Admittedly, I’ve been lost as to where I’m going to go next and what is ahead and how do I deal with the many changes in my life. As I’ve written before, I’ll be in cancer treatment for the rest of my life, and most likely at the Phoenix Mayo Clinic. So it made sense to move there. Yet, a level uncertainty brewed inside of me

It’s logical to leave Cambria for my specialized medical care. However, my doubts haunted me with: Am I ready for the Phoenix summer? Is Arizona a good fit for my way of seeing life? There are beautiful well-priced homes there, but I’ll still have the expense of the Santa Fe home. The Santa Fe home! What if we went back there instead? No, I need to be near a hospital that can easily access my records.

I wrestled with this conundrum as I reached for the Santa Domingo bowl to securely pack it for our eventual move — somewhere, someplace.

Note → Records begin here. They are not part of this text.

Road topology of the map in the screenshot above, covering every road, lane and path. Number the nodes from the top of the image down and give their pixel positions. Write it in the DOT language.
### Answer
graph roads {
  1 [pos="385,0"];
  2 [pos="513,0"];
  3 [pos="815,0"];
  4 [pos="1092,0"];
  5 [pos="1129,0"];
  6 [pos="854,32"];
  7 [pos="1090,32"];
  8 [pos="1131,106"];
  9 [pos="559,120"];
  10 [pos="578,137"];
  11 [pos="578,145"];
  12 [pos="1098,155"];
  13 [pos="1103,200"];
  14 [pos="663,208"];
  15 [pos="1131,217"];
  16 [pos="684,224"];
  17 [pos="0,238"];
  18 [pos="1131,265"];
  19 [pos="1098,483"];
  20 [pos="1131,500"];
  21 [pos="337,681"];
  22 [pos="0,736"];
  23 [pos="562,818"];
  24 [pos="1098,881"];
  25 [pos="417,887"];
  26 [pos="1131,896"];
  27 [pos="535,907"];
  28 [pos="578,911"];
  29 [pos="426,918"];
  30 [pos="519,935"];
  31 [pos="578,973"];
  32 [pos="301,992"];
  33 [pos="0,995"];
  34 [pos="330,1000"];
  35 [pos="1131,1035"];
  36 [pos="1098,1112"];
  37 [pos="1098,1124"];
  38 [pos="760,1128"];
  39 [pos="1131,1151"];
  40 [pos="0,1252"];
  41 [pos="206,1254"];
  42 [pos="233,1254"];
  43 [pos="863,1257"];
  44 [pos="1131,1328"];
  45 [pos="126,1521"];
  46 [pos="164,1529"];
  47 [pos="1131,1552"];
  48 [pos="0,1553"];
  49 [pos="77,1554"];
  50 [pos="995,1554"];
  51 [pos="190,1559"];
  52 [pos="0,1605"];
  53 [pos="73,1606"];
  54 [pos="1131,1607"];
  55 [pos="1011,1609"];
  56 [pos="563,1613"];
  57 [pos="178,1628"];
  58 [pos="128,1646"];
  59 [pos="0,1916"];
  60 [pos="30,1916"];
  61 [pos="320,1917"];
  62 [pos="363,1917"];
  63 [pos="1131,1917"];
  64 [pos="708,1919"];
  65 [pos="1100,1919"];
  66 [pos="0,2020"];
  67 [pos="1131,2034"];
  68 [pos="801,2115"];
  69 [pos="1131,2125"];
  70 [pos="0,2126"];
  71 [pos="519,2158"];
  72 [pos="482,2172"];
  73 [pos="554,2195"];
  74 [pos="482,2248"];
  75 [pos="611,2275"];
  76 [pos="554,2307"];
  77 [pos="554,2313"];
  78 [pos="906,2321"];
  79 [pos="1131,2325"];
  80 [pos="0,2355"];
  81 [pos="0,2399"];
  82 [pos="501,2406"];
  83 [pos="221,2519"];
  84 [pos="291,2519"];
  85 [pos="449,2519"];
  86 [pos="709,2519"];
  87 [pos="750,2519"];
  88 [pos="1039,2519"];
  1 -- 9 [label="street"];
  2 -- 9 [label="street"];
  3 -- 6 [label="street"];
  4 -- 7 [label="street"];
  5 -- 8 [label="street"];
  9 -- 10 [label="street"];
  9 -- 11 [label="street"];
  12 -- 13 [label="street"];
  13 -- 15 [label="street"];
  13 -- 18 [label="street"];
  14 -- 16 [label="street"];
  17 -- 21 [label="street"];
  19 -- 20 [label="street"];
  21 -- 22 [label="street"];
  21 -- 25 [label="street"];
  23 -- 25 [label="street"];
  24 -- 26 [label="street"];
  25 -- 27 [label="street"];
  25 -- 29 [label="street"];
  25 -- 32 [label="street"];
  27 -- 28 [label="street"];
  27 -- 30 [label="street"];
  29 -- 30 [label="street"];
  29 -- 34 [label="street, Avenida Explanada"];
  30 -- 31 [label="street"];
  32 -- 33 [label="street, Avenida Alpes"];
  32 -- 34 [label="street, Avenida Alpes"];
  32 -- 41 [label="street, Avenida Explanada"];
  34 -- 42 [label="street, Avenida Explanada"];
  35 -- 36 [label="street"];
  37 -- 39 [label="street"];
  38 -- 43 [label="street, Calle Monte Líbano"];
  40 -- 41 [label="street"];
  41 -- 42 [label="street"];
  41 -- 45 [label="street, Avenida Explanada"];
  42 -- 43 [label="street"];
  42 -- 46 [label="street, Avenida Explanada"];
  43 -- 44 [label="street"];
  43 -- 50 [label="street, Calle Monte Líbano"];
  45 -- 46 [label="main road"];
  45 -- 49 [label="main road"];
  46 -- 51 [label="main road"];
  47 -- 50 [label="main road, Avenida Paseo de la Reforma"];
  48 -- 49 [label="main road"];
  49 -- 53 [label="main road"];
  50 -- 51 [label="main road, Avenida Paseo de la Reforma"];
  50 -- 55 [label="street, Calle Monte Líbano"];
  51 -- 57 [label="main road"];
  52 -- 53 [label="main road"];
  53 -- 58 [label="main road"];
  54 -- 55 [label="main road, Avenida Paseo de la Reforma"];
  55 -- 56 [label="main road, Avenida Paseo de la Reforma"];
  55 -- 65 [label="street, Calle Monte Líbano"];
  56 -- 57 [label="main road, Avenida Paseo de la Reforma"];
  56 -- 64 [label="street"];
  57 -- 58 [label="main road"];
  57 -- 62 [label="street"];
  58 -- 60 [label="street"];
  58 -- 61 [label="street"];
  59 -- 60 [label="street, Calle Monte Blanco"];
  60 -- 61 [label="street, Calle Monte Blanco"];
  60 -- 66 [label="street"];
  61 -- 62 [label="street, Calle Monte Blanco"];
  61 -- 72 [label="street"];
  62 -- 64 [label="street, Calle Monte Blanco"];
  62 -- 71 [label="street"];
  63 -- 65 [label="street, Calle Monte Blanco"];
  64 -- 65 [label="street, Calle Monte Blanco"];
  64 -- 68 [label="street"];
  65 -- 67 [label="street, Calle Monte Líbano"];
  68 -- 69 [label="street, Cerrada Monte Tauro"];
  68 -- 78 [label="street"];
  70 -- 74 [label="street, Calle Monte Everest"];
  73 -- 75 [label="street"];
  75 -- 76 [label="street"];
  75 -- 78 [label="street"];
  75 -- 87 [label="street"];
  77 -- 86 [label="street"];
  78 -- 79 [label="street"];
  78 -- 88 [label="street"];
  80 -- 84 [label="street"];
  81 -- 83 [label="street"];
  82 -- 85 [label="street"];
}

Destination unknown.

Our Santa Fe home has been listed for sale twice. This time for a year with no buyer at the door. Real estate professionals remain stumped as to why it hasn’t sold.

As I placed the bowl in a well-padded box, my daughter who remained in Santa Fe texted me the following news link.

The Santa Fe New Mexican reported,

Doctors and patients at Christus St. Vincent Regional Medical Center now have direct access to specialists at the Mayo Clinic, whose Minnesota campus was ranked as the No. 1 hospital in the nation by U.S. News & World Report.

Officials with Christus St. Vincent and the Mayo Clinic — a nonprofit medical research organization and health care provider — announced Tuesday that the Santa Fe hospital has joined the Mayo Clinic Care Network,

I almost fainted when I read the report concurrent to the end of our listing with a Santa Fe real estate company.

That night, my Mayo Clinic oncologist messaged me about more genetic tests and biopsies for further targeted treatment. Meanwhile he wants to start me on another round of chemo to keep those tumors in check. (And I had finally embraced my Buddhist monk look of a fuzzy head of 1/8” hair! Back to bald I go.)

All of this in the course of 24 hours.

May 3, 2019 — Cambria, CA

Today will likely unwrap more details — details that I dare not predict. But it is clear to both Spouse and I that powers stronger and more wise than us has spoken. We will return to our beautiful if not over-sized home perched on a hill above a Santa Fe arroyo. We will return to views of the four seasons in the Jemez and Sangre de Cristo mountains. Our grandchildren will take on a more dominate role, and for that I can’t smile enough.

The tiny zoo that still anonymously expands will take up a New Mexican citizenship. The bowl — one of the most amazing gifts given to me at a time when I was befuddled and felt lost for answers, will return to its home state and represent serendipitous continuum.